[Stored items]
______
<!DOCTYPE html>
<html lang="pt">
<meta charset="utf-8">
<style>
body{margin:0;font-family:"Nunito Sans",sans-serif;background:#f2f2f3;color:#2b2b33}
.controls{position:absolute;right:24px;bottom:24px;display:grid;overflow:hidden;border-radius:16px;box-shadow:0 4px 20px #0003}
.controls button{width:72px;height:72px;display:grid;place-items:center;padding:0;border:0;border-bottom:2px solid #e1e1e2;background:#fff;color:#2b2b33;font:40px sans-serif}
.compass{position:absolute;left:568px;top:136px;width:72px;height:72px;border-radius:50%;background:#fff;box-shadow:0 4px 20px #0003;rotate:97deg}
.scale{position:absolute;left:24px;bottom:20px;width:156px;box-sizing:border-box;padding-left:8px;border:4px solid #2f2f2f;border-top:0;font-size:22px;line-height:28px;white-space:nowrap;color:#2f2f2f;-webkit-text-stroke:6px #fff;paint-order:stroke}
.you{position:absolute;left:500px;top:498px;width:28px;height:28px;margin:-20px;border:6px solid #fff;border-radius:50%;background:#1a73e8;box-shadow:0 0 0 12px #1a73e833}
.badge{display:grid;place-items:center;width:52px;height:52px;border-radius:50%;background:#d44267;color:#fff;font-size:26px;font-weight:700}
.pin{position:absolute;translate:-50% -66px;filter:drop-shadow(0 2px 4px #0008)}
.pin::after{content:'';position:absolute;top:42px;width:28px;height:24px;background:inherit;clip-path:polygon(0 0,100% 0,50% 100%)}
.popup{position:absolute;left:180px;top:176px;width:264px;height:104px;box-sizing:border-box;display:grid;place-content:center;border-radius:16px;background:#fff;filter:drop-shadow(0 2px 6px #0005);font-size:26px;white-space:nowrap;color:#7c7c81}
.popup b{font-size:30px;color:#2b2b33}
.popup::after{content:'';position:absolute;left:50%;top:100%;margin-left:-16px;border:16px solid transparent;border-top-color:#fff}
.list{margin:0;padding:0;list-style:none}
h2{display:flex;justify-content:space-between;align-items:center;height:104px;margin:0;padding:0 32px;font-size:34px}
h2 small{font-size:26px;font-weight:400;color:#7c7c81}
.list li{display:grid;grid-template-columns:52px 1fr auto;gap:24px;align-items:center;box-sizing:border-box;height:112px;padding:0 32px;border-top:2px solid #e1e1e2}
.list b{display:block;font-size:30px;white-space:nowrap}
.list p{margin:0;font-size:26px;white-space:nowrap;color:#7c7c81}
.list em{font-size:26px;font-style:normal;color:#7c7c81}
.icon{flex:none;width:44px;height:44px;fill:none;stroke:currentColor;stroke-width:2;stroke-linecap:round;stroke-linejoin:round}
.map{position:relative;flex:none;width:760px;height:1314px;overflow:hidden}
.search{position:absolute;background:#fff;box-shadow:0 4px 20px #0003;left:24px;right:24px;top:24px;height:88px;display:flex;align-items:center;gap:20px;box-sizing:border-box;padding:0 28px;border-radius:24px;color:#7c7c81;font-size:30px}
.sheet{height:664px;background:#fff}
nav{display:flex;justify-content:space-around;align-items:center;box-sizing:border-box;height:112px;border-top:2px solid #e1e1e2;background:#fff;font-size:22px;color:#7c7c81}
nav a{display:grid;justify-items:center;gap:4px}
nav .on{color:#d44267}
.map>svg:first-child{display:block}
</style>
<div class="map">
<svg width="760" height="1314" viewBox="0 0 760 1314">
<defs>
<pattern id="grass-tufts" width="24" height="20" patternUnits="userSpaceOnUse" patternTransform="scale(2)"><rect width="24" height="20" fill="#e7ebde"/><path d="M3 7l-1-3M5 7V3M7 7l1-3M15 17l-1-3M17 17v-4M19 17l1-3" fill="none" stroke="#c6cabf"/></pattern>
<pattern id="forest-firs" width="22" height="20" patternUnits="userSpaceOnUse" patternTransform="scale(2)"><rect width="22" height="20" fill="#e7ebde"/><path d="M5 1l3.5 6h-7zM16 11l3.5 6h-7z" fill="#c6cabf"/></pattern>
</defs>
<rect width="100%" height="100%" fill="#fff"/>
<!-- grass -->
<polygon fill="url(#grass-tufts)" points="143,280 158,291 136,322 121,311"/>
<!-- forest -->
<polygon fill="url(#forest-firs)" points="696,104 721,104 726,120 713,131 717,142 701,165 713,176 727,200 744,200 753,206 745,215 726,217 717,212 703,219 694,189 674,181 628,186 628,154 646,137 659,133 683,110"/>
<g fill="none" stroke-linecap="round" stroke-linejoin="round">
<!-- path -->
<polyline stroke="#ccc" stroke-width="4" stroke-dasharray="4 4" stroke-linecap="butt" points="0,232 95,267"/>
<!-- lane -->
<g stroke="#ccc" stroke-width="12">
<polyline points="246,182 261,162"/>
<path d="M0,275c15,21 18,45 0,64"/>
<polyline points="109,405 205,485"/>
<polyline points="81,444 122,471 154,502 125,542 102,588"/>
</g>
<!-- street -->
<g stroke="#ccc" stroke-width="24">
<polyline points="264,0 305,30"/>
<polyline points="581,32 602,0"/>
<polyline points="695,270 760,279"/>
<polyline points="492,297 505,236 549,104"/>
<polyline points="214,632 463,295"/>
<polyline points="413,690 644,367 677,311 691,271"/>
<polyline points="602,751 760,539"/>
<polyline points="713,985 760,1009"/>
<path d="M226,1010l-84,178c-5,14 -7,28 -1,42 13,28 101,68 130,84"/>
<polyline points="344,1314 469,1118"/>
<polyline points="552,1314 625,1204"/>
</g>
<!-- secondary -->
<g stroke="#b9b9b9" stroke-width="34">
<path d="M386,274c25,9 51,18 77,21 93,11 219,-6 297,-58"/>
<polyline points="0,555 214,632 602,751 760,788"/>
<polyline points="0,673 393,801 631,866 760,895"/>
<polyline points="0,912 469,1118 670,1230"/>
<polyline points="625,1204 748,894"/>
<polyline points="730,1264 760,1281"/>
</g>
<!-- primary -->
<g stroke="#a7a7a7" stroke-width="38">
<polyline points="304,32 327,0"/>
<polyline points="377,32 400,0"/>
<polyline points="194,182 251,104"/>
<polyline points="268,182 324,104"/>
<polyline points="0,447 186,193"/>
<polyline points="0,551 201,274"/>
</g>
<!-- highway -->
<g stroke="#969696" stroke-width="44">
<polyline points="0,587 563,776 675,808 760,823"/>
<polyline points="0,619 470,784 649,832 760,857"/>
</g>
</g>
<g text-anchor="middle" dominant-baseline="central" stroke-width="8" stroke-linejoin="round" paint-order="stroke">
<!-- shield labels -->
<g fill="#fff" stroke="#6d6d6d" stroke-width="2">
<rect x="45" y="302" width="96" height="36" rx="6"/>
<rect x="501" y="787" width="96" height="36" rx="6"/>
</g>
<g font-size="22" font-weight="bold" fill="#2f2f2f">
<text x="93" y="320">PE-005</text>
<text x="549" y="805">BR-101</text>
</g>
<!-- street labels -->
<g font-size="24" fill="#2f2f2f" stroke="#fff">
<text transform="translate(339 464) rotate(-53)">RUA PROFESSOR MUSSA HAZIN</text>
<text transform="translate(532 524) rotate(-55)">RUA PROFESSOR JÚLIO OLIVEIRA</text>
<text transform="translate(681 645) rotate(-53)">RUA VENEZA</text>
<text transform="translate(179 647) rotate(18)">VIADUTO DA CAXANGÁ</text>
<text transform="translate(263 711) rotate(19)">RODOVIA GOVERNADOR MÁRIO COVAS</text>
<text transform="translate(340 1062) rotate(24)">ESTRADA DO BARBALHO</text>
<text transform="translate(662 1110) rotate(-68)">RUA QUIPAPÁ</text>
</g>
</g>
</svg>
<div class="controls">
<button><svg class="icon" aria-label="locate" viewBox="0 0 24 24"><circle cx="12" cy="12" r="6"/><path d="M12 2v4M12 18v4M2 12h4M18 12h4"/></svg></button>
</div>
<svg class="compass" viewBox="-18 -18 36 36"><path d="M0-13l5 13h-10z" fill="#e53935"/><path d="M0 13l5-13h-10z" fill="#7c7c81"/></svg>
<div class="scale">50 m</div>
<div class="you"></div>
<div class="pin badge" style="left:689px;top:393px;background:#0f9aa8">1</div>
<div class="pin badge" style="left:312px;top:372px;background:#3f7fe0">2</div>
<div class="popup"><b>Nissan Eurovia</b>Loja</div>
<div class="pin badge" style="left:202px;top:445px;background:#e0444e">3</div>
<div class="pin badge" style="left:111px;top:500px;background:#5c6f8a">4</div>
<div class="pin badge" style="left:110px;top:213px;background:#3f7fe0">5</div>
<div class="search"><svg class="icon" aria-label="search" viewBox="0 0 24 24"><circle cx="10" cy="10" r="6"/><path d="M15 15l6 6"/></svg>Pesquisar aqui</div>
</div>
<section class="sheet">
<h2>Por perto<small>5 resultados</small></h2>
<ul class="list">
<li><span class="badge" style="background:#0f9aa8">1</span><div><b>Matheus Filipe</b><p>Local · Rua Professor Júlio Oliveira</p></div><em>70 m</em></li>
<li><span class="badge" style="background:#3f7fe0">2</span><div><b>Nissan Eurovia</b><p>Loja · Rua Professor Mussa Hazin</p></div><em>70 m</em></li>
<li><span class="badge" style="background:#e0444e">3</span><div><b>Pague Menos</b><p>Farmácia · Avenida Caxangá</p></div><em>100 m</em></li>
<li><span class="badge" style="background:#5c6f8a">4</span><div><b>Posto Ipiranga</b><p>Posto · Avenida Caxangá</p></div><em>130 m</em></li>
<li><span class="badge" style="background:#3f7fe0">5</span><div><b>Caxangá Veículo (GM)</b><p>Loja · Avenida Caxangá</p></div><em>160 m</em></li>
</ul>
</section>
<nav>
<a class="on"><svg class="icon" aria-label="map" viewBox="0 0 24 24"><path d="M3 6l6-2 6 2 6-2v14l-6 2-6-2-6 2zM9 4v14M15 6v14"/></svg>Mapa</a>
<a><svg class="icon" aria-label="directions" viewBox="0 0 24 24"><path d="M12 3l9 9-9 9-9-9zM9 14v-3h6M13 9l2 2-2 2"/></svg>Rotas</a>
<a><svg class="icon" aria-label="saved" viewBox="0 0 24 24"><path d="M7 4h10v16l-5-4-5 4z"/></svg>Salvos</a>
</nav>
______
(WHAT IS REQUIRED) Where in the entries above does the word "Nissan" appear? Copy each line that has it.

(REPLY)
<div class="popup"><b>Nissan Eurovia</b>Loja</div>
<li><span class="badge" style="background:#3f7fe0">2</span><div><b>Nissan Eurovia</b><p>Loja · Rua Professor Mussa Hazin</p></div><em>70 m</em></li>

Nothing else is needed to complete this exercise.